[Supplied material Boundary: Start]
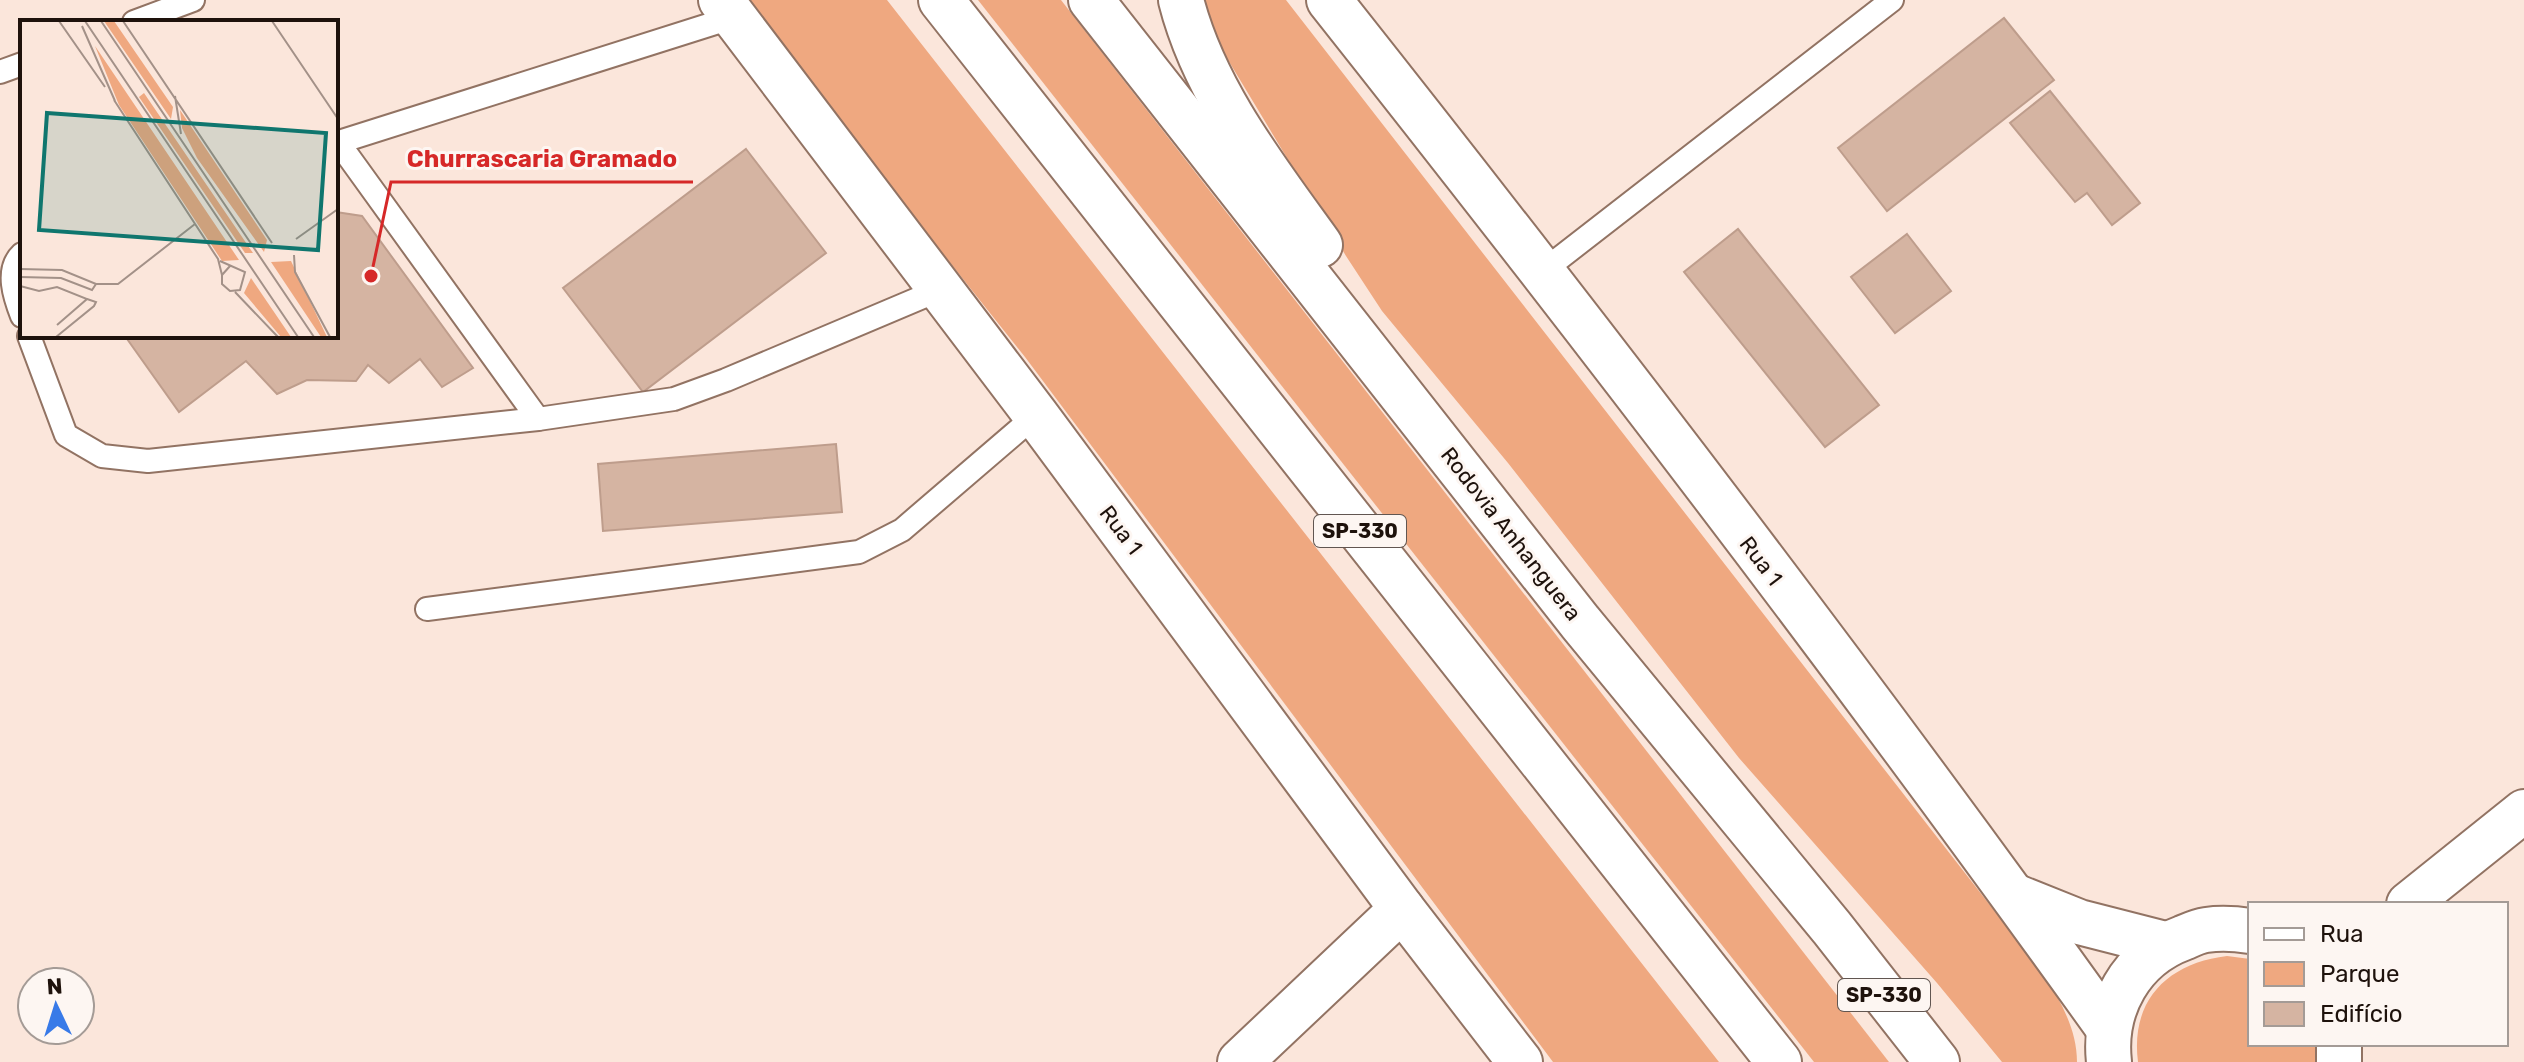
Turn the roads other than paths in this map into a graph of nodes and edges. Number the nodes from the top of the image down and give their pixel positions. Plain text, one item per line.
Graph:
1 (193, 0) edge
2 (941, 0) edge
3 (1091, 0) edge
4 (1181, 0) edge
5 (1329, 0) edge
6 (1892, 0) edge
7 (728, 8) edge
8 (139, 20) edge
9 (20, 65) edge
10 (0, 72) edge
11 (338, 142) edge
12 (338, 143) edge
13 (20, 256) edge
14 (1543, 271) junction
15 (939, 290) junction
16 (20, 310) edge
17 (30, 338) edge
18 (1036, 415) junction
19 (538, 419) junction
20 (427, 609) dead end
21 (1580, 622) junction
22 (2524, 811) edge
23 (2014, 896) junction
24 (2410, 902) edge
25 (1402, 909) junction
26 (2248, 931) edge
27 (2165, 944) junction
28 (2109, 1045) edge
29 (1240, 1062) edge
30 (1520, 1062) edge
31 (1779, 1062) edge
32 (1937, 1062) edge

1 - 8 lane
2 - 31 main road, SP-330
3 - 21 main road, Rodovia Anhanguera / SP-330
4 - 21 main road
5 - 14 main road, Rua 1
6 - 14 lane
7 - 11 lane
7 - 15 main road, Rua 1
9 - 10 lane
12 - 19 lane
13 - 16 lane
14 - 23 main road, Rua 1
15 - 18 main road, Rua 1
15 - 19 lane
17 - 19 lane
18 - 20 lane
18 - 25 main road, Rua 1
21 - 32 main road, Rodovia Anhanguera / SP-330
22 - 24 street
23 - 27 main road
23 - 28 main road, Rua 1
25 - 29 main road
25 - 30 main road, Rua 1
26 - 27 main road
27 - 28 main road

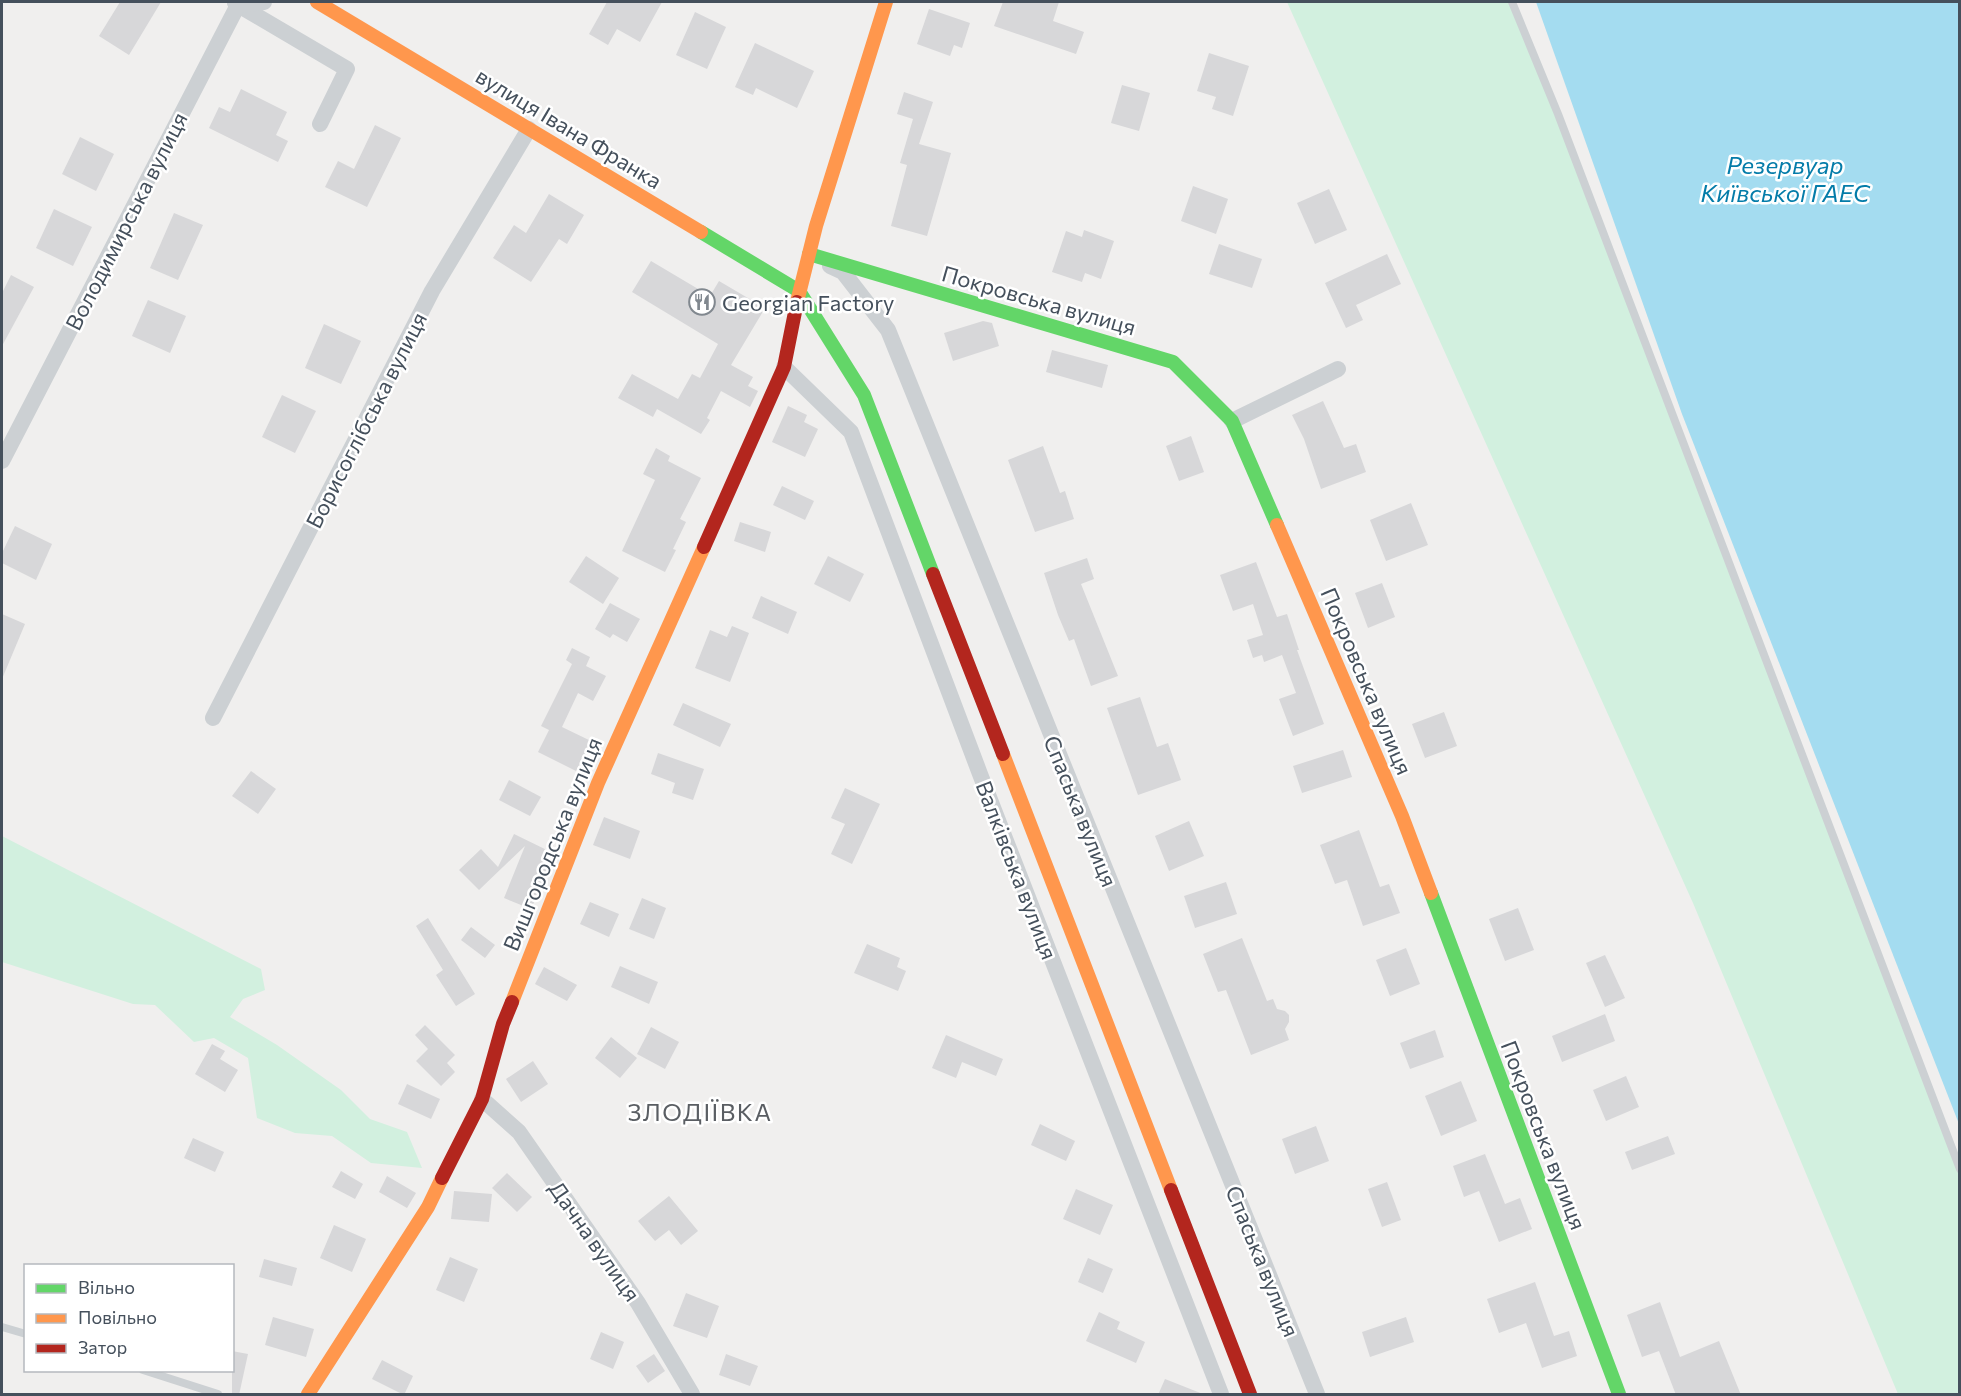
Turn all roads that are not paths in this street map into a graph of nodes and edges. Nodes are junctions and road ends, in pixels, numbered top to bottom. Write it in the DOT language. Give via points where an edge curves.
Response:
graph roads {
  1 [pos="264,2"];
  2 [pos="317,2"];
  3 [pos="886,2"];
  4 [pos="1512,2"];
  5 [pos="235,3"];
  6 [pos="320,124"];
  7 [pos="529,129"];
  8 [pos="809,254"];
  9 [pos="799,291"];
  10 [pos="784,367"];
  11 [pos="1338,369"];
  12 [pos="1232,422"];
  13 [pos="2,461"];
  14 [pos="924,554"];
  15 [pos="901,563"];
  16 [pos="213,718"];
  17 [pos="482,1099"];
  18 [pos="1136,1100"];
  19 [pos="1111,1111"];
  20 [pos="1959,1168"];
  21 [pos="2,1327"];
  22 [pos="24,1333"];
  23 [pos="146,1372"];
  24 [pos="218,1395"];
  25 [pos="308,1395"];
  26 [pos="692,1395"];
  27 [pos="1221,1395"];
  28 [pos="1250,1395"];
  29 [pos="1317,1395"];
  30 [pos="1619,1395"];
  1 -- 5 [label="street"];
  2 -- 7 [label="street, вулиця Івана Франка"];
  3 -- 8 [label="street, Вишгородська вулиця"];
  4 -- 20 [label="lane"];
  5 -- 6 [label="street" via="347,69"];
  5 -- 13 [label="street, Володимирська вулиця"];
  7 -- 9 [label="street, вулиця Івана Франка"];
  7 -- 16 [label="street, Борисоглібська вулиця" via="432,291"];
  8 -- 9 [label="street, Вишгородська вулиця"];
  8 -- 12 [label="street, Покровська вулиця" via="1173,362"];
  8 -- 29 [label="street, Спаська вулиця" via="843,272 888,330"];
  9 -- 10 [label="street, Вишгородська вулиця"];
  9 -- 14 [label="street" via="864,395"];
  10 -- 15 [label="street, Валківська вулиця" via="851,432"];
  10 -- 17 [label="street, Вишгородська вулиця" via="598,783 503,1024"];
  11 -- 12 [label="street"];
  12 -- 30 [label="street, Покровська вулиця" via="1402,816"];
  14 -- 15 [label="street"];
  14 -- 18 [label="street"];
  15 -- 19 [label="street, Валківська вулиця"];
  17 -- 25 [label="street, Вишгородська вулиця" via="428,1207"];
  17 -- 26 [label="street, Дачна вулиця" via="519,1132 638,1303"];
  18 -- 19 [label="street"];
  18 -- 28 [label="street"];
  19 -- 27 [label="street, Валківська вулиця"];
  21 -- 22 [label="lane"];
  23 -- 24 [label="lane"];
}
[Supplied material Boundary: End]
- [Your assignment]:
The answer must be a single number: the count of lines in the listing that hold the string "paths".

- [Completed task]:
2